Task goal: Filter the listing below, keeping every line that holds "where".

=====

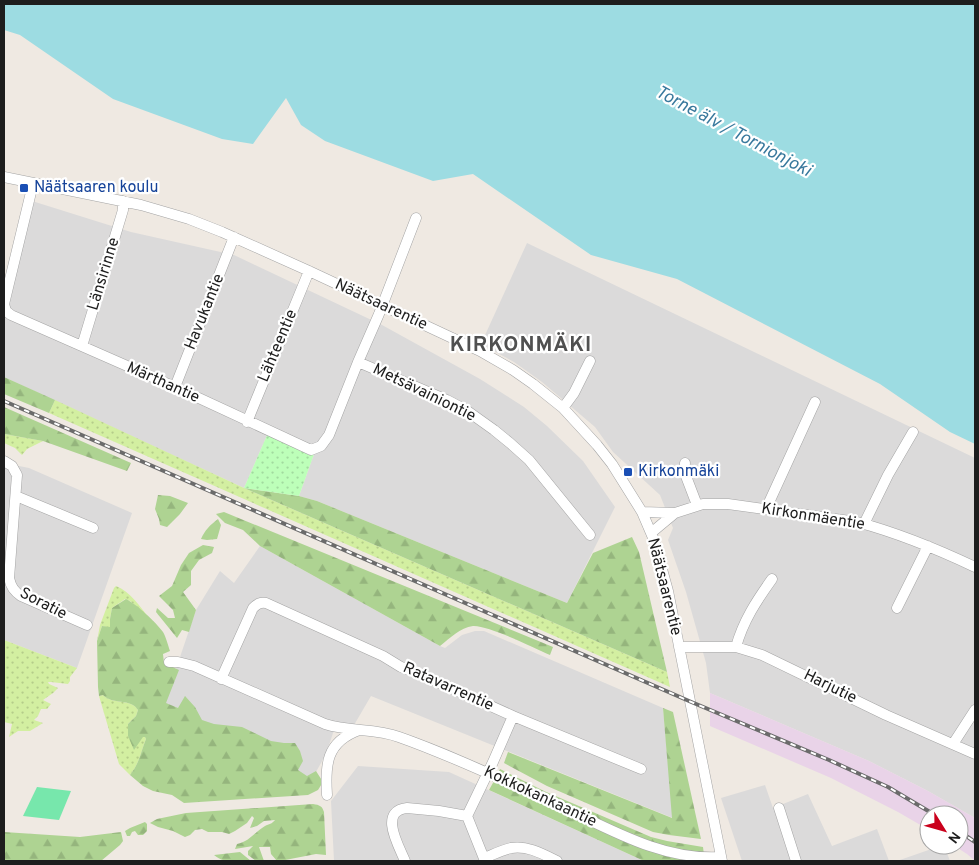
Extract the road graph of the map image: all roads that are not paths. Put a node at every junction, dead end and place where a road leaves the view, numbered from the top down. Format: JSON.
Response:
{"nodes":[{"id":1,"x":4,"y":177,"type":"edge"},
{"id":2,"x":33,"y":184,"type":"junction"},
{"id":3,"x":123,"y":201,"type":"junction"},
{"id":4,"x":416,"y":218,"type":"dead end"},
{"id":5,"x":234,"y":238,"type":"junction"},
{"id":6,"x":309,"y":271,"type":"junction"},
{"id":7,"x":382,"y":306,"type":"junction"},
{"id":8,"x":82,"y":346,"type":"junction"},
{"id":9,"x":590,"y":361,"type":"dead end"},
{"id":10,"x":358,"y":362,"type":"junction"},
{"id":11,"x":175,"y":387,"type":"junction"},
{"id":12,"x":815,"y":402,"type":"dead end"},
{"id":13,"x":563,"y":408,"type":"junction"},
{"id":14,"x":247,"y":422,"type":"junction"},
{"id":15,"x":913,"y":432,"type":"dead end"},
{"id":16,"x":4,"y":461,"type":"edge"},
{"id":17,"x":685,"y":463,"type":"dead end"},
{"id":18,"x":16,"y":496,"type":"junction"},
{"id":19,"x":697,"y":505,"type":"junction"},
{"id":20,"x":766,"y":509,"type":"junction"},
{"id":21,"x":642,"y":512,"type":"junction"},
{"id":22,"x":675,"y":513,"type":"junction"},
{"id":23,"x":864,"y":524,"type":"junction"},
{"id":24,"x":93,"y":528,"type":"dead end"},
{"id":25,"x":651,"y":533,"type":"junction"},
{"id":26,"x":590,"y":536,"type":"dead end"},
{"id":27,"x":928,"y":546,"type":"junction"},
{"id":28,"x":975,"y":567,"type":"edge"},
{"id":29,"x":772,"y":579,"type":"dead end"},
{"id":30,"x":897,"y":608,"type":"dead end"},
{"id":31,"x":87,"y":625,"type":"dead end"},
{"id":32,"x":736,"y":647,"type":"junction"},
{"id":33,"x":679,"y":648,"type":"junction"},
{"id":34,"x":170,"y":662,"type":"dead end"},
{"id":35,"x":221,"y":679,"type":"junction"},
{"id":36,"x":975,"y":710,"type":"edge"},
{"id":37,"x":512,"y":716,"type":"junction"},
{"id":38,"x":360,"y":730,"type":"junction"},
{"id":39,"x":953,"y":744,"type":"junction"},
{"id":40,"x":975,"y":754,"type":"edge"},
{"id":41,"x":641,"y":769,"type":"dead end"},
{"id":42,"x":488,"y":773,"type":"junction"},
{"id":43,"x":327,"y":795,"type":"dead end"},
{"id":44,"x":779,"y":808,"type":"dead end"},
{"id":45,"x":467,"y":816,"type":"junction"},
{"id":46,"x":721,"y":859,"type":"edge"},
{"id":47,"x":484,"y":860,"type":"edge"},
{"id":48,"x":405,"y":861,"type":"edge"},
{"id":49,"x":557,"y":861,"type":"edge"},
{"id":50,"x":796,"y":861,"type":"edge"}],
"edges":[{"from":1,"to":2,"type":"street","name":"Näätsaarentie"},
{"from":2,"to":3,"type":"street","name":"Näätsaarentie"},
{"from":2,"to":8,"type":"street","name":"Märthantie"},
{"from":3,"to":5,"type":"street","name":"Näätsaarentie"},
{"from":3,"to":8,"type":"street","name":"Länsirinne"},
{"from":4,"to":7,"type":"street"},
{"from":5,"to":6,"type":"street","name":"Näätsaarentie"},
{"from":5,"to":11,"type":"street","name":"Havukantie"},
{"from":6,"to":7,"type":"street","name":"Näätsaarentie"},
{"from":6,"to":14,"type":"street","name":"Lähteentie"},
{"from":7,"to":10,"type":"street"},
{"from":7,"to":13,"type":"street","name":"Näätsaarentie"},
{"from":8,"to":11,"type":"street","name":"Märthantie"},
{"from":9,"to":13,"type":"street"},
{"from":10,"to":14,"type":"street","name":"Märthantie"},
{"from":10,"to":26,"type":"street","name":"Metsävainiontie"},
{"from":11,"to":14,"type":"street","name":"Märthantie"},
{"from":12,"to":20,"type":"street"},
{"from":13,"to":21,"type":"street","name":"Näätsaarentie"},
{"from":15,"to":23,"type":"street"},
{"from":16,"to":18,"type":"street","name":"Soratie"},
{"from":17,"to":19,"type":"street"},
{"from":18,"to":24,"type":"street"},
{"from":18,"to":31,"type":"street","name":"Soratie"},
{"from":19,"to":20,"type":"street","name":"Kirkonmäentie"},
{"from":19,"to":22,"type":"street","name":"Kirkonmäentie"},
{"from":20,"to":23,"type":"street","name":"Kirkonmäentie"},
{"from":21,"to":22,"type":"street","name":"Kirkonmäentie"},
{"from":21,"to":25,"type":"street","name":"Näätsaarentie"},
{"from":22,"to":25,"type":"street","name":"Kirkonmäentie"},
{"from":23,"to":27,"type":"street","name":"Kirkonmäentie"},
{"from":25,"to":33,"type":"street","name":"Näätsaarentie"},
{"from":27,"to":28,"type":"street","name":"Kirkonmäentie"},
{"from":27,"to":30,"type":"street"},
{"from":29,"to":32,"type":"street"},
{"from":32,"to":33,"type":"street","name":"Harjutie"},
{"from":32,"to":39,"type":"street","name":"Harjutie"},
{"from":33,"to":46,"type":"street","name":"Näätsaarentie"},
{"from":34,"to":35,"type":"street","name":"Kokkokankaantie"},
{"from":35,"to":37,"type":"street","name":"Ratavarrentie"},
{"from":35,"to":38,"type":"street","name":"Kokkokankaantie"},
{"from":36,"to":39,"type":"street"},
{"from":37,"to":41,"type":"street","name":"Ratavarrentie"},
{"from":37,"to":42,"type":"street"},
{"from":38,"to":42,"type":"street","name":"Kokkokankaantie"},
{"from":38,"to":43,"type":"street"},
{"from":39,"to":40,"type":"street","name":"Harjutie"},
{"from":42,"to":45,"type":"street"},
{"from":42,"to":46,"type":"street","name":"Kokkokankaantie"},
{"from":44,"to":50,"type":"street"},
{"from":45,"to":47,"type":"street"},
{"from":45,"to":48,"type":"street"},
{"from":47,"to":49,"type":"street"}]}
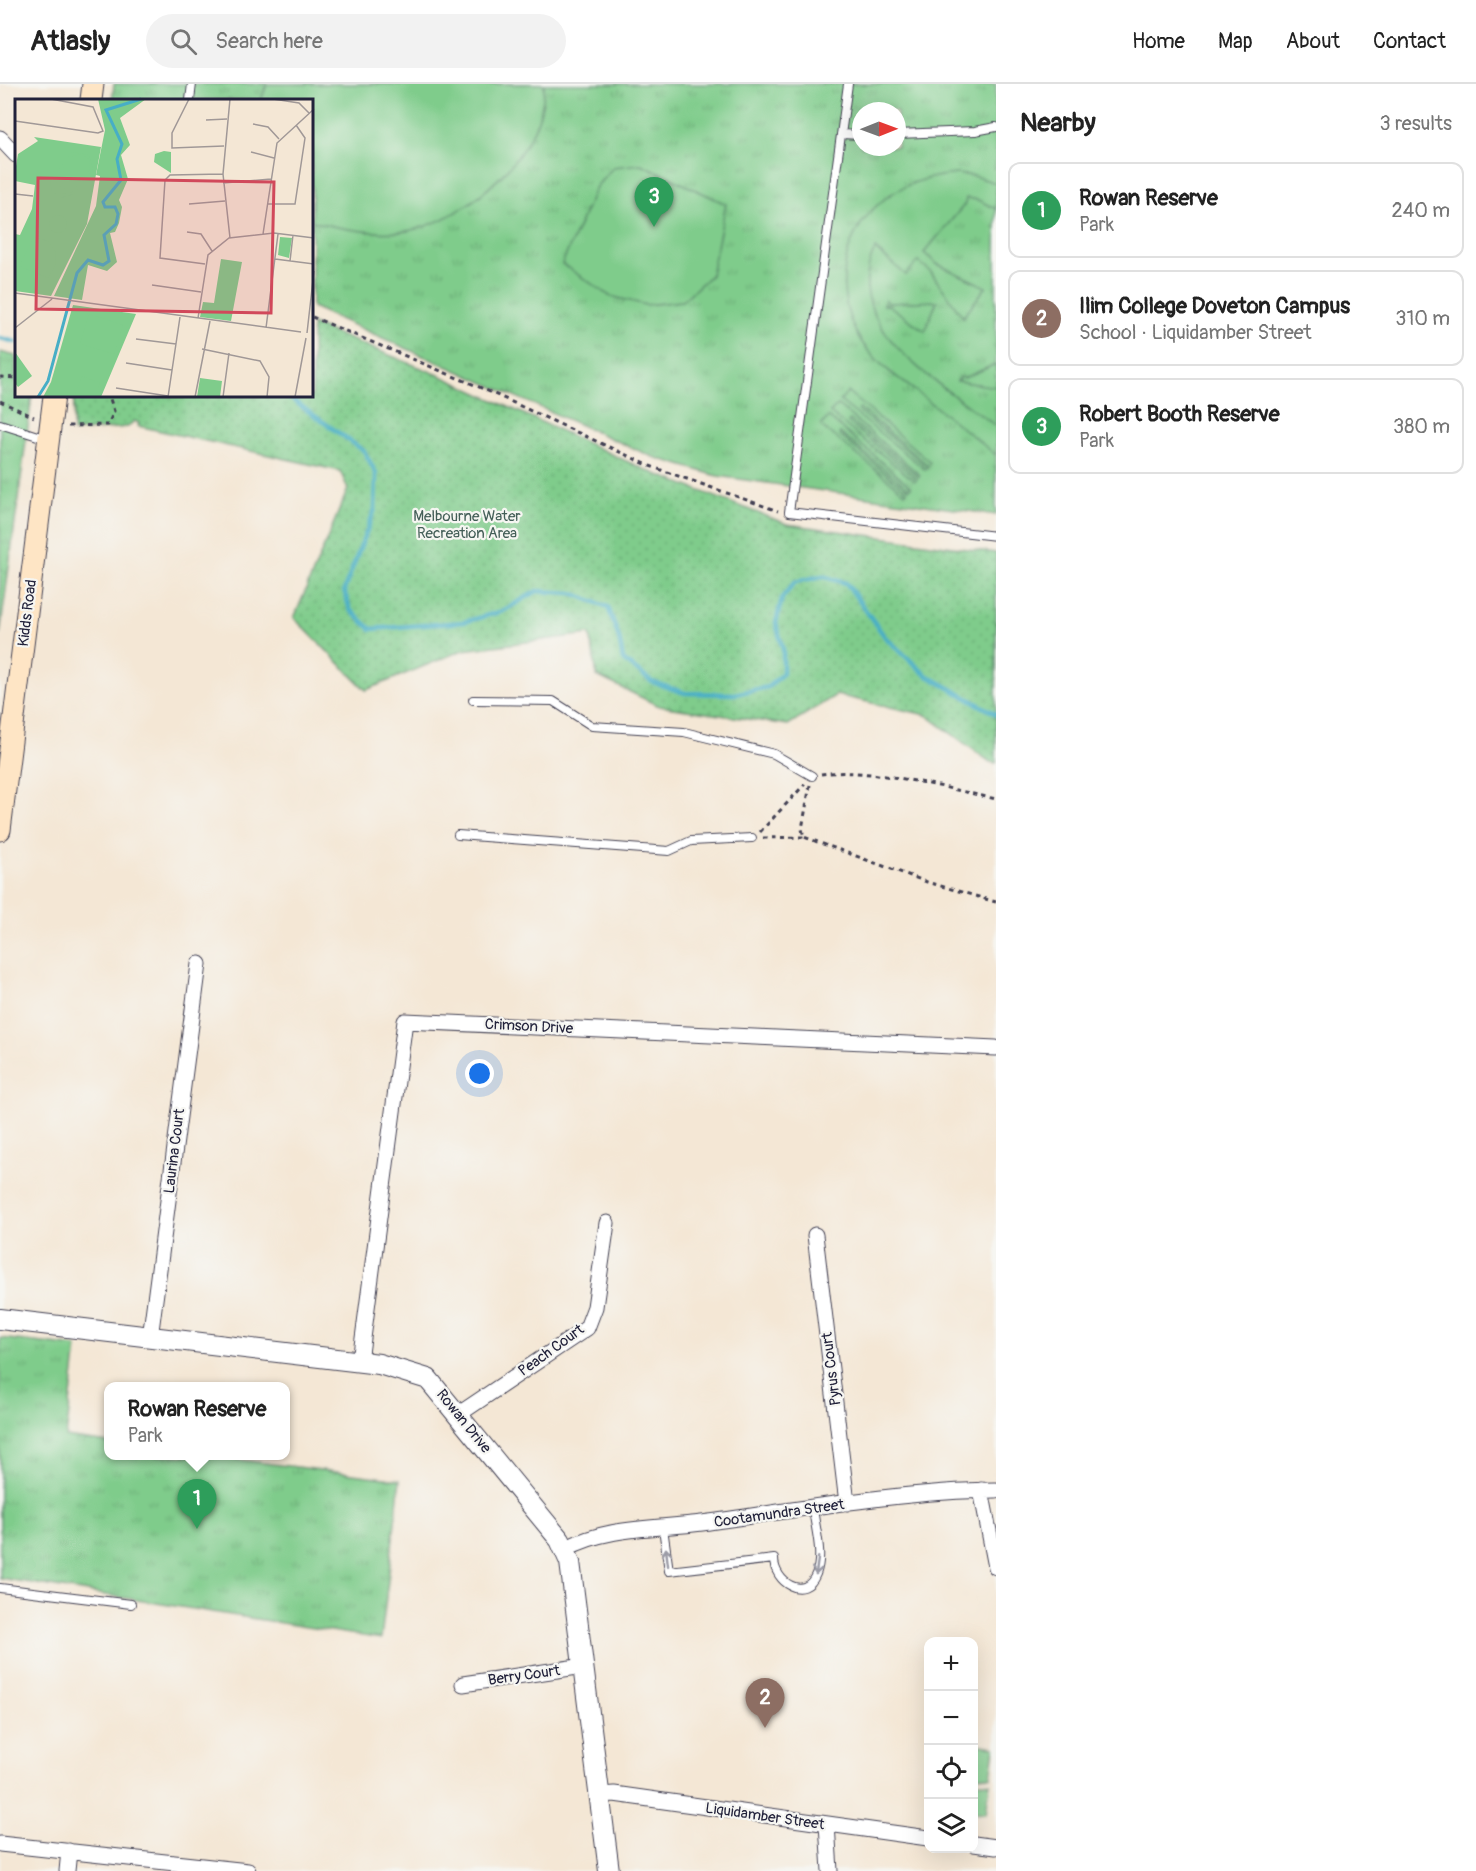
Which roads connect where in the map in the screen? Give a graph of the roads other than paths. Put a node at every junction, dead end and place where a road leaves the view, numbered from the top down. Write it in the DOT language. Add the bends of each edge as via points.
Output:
graph roads {
  1 [pos="93,84"];
  2 [pos="192,84"];
  3 [pos="848,84"];
  4 [pos="91,99"];
  5 [pos="190,99"];
  6 [pos="996,127"];
  7 [pos="842,134"];
  8 [pos="906,134"];
  9 [pos="852,135"];
  10 [pos="0,138"];
  11 [pos="15,154"];
  12 [pos="54,398"];
  13 [pos="0,424"];
  14 [pos="55,426"];
  15 [pos="996,536"];
  16 [pos="473,700"];
  17 [pos="812,776"];
  18 [pos="0,830"];
  19 [pos="458,835"];
  20 [pos="752,838"];
  21 [pos="198,964"];
  22 [pos="996,1048"];
  23 [pos="607,1223"];
  24 [pos="815,1235"];
  25 [pos="0,1319"];
  26 [pos="150,1338"];
  27 [pos="360,1361"];
  28 [pos="459,1414"];
  29 [pos="989,1490"];
  30 [pos="848,1503"];
  31 [pos="813,1508"];
  32 [pos="663,1528"];
  33 [pos="565,1549"];
  34 [pos="996,1567"];
  35 [pos="0,1588"];
  36 [pos="131,1604"];
  37 [pos="584,1666"];
  38 [pos="463,1684"];
  39 [pos="602,1794"];
  40 [pos="827,1824"];
  41 [pos="924,1837"];
  42 [pos="0,1844"];
  43 [pos="978,1845"];
  44 [pos="996,1847"];
  45 [pos="69,1851"];
  46 [pos="66,1871"];
  47 [pos="242,1871"];
  48 [pos="248,1871"];
  49 [pos="609,1871"];
  50 [pos="830,1871"];
  1 -- 4 [label="main road"];
  2 -- 5 [label="lane"];
  3 -- 7 [label="lane"];
  6 -- 8 [label="lane"];
  7 -- 9 [label="lane"];
  7 -- 15 [label="lane" via="789,512"];
  10 -- 11 [label="street"];
  12 -- 14 [label="main road, Kidds Road"];
  13 -- 14 [label="lane"];
  14 -- 18 [label="main road, Kidds Road"];
  16 -- 17 [label="lane" via="554,701 592,726 684,732 774,754"];
  19 -- 20 [label="lane" via="669,851 690,842"];
  21 -- 26 [label="street, Laurina Court"];
  22 -- 27 [label="street, Crimson Drive" via="405,1021"];
  23 -- 28 [label="street, Peach Court" via="595,1307 586,1328"];
  24 -- 30 [label="street, Pyrus Court"];
  25 -- 26 [label="street, Rowan Drive"];
  26 -- 27 [label="street, Rowan Drive"];
  27 -- 28 [label="street, Rowan Drive" via="428,1378"];
  28 -- 33 [label="street, Rowan Drive"];
  29 -- 30 [label="street, Cootamundra Street"];
  29 -- 34 [label="street"];
  30 -- 31 [label="street, Cootamundra Street"];
  31 -- 32 [label="street, Cootamundra Street"];
  31 -- 32 [label="lane, one-way" via="819,1565 816,1577 797,1588 780,1579 774,1559 669,1571"];
  32 -- 33 [label="street, Cootamundra Street" via="603,1533"];
  33 -- 37 [label="street, Rowan Drive" via="574,1579"];
  35 -- 36 [label="lane"];
  37 -- 38 [label="street, Berry Court"];
  37 -- 39 [label="street, Rowan Drive"];
  39 -- 40 [label="street, Liquidamber Street"];
  39 -- 49 [label="street, Rowan Drive"];
  40 -- 41 [label="street, Liquidamber Street"];
  40 -- 50 [label="street"];
  42 -- 45 [label="street"];
  43 -- 44 [label="street"];
  45 -- 46 [label="street"];
  45 -- 47 [label="street"];
  47 -- 48 [label="street"];
}
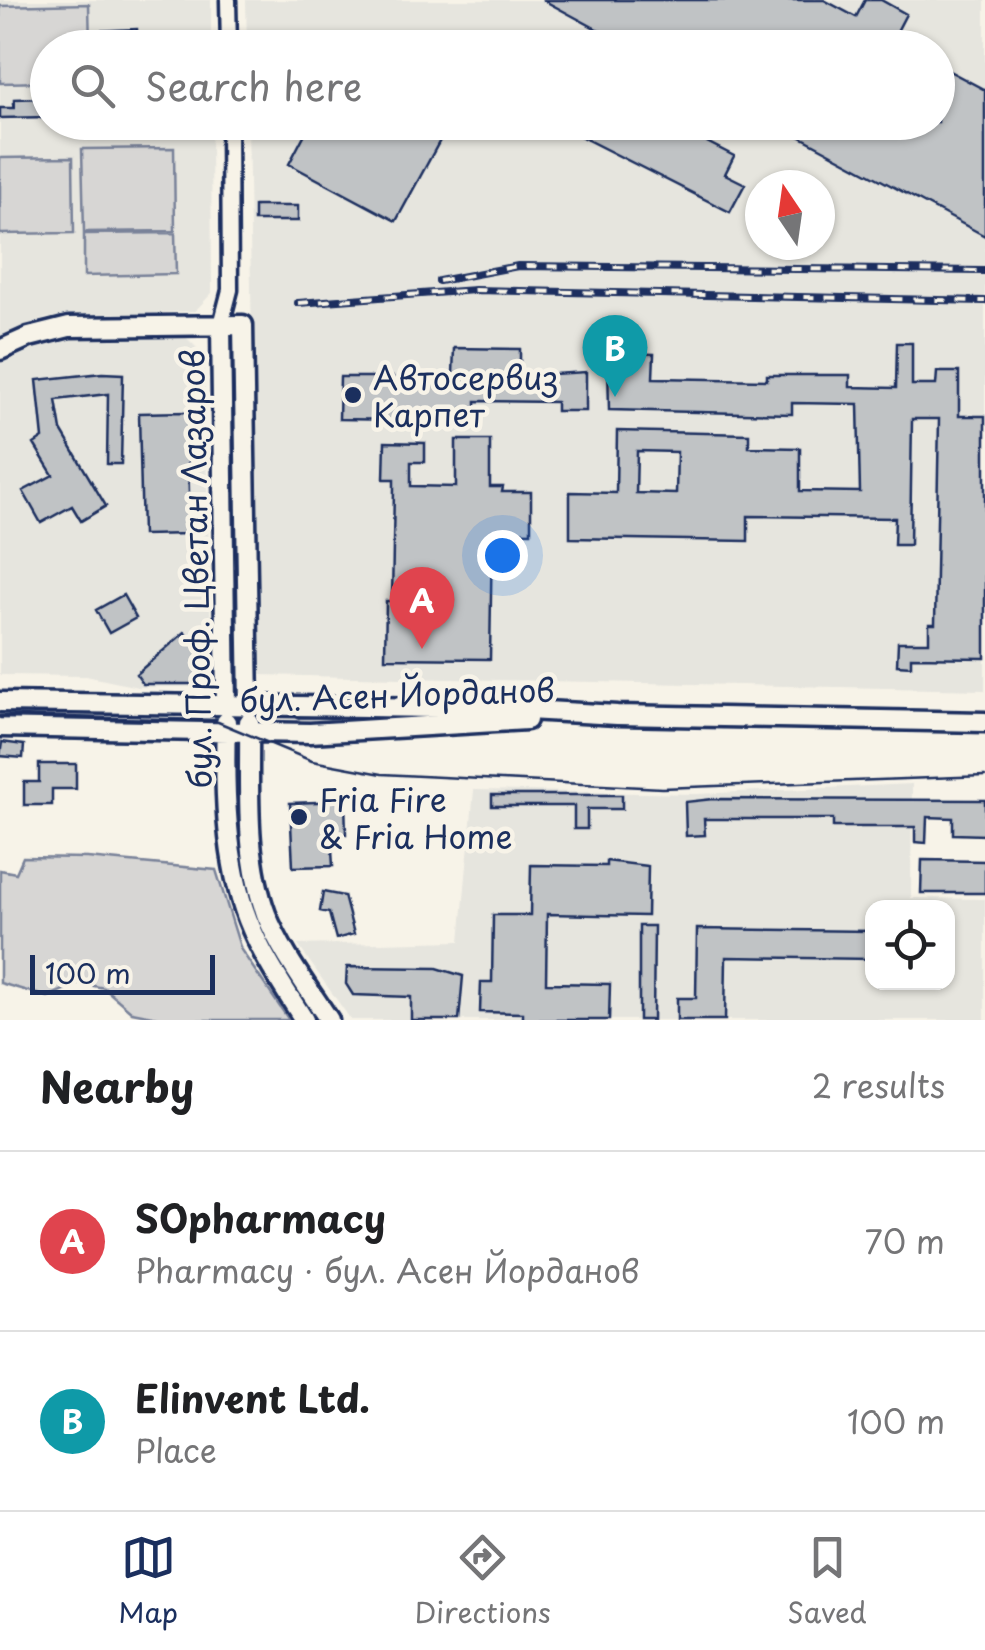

=====

Answer to the exercise:
Extract the road graph of the map image: all roads that are not paths. Put a node at every junction, dead end and place where a road leaves the view, numbered from the top down. Format: JSON.
Which roads connect where in the map in the screen? Give a graph of the roads other than paths. Put a node at every junction, dead end and place where a road leaves the view, numbered from the top down. Write it in the DOT language. Add the bends of each edge as via points.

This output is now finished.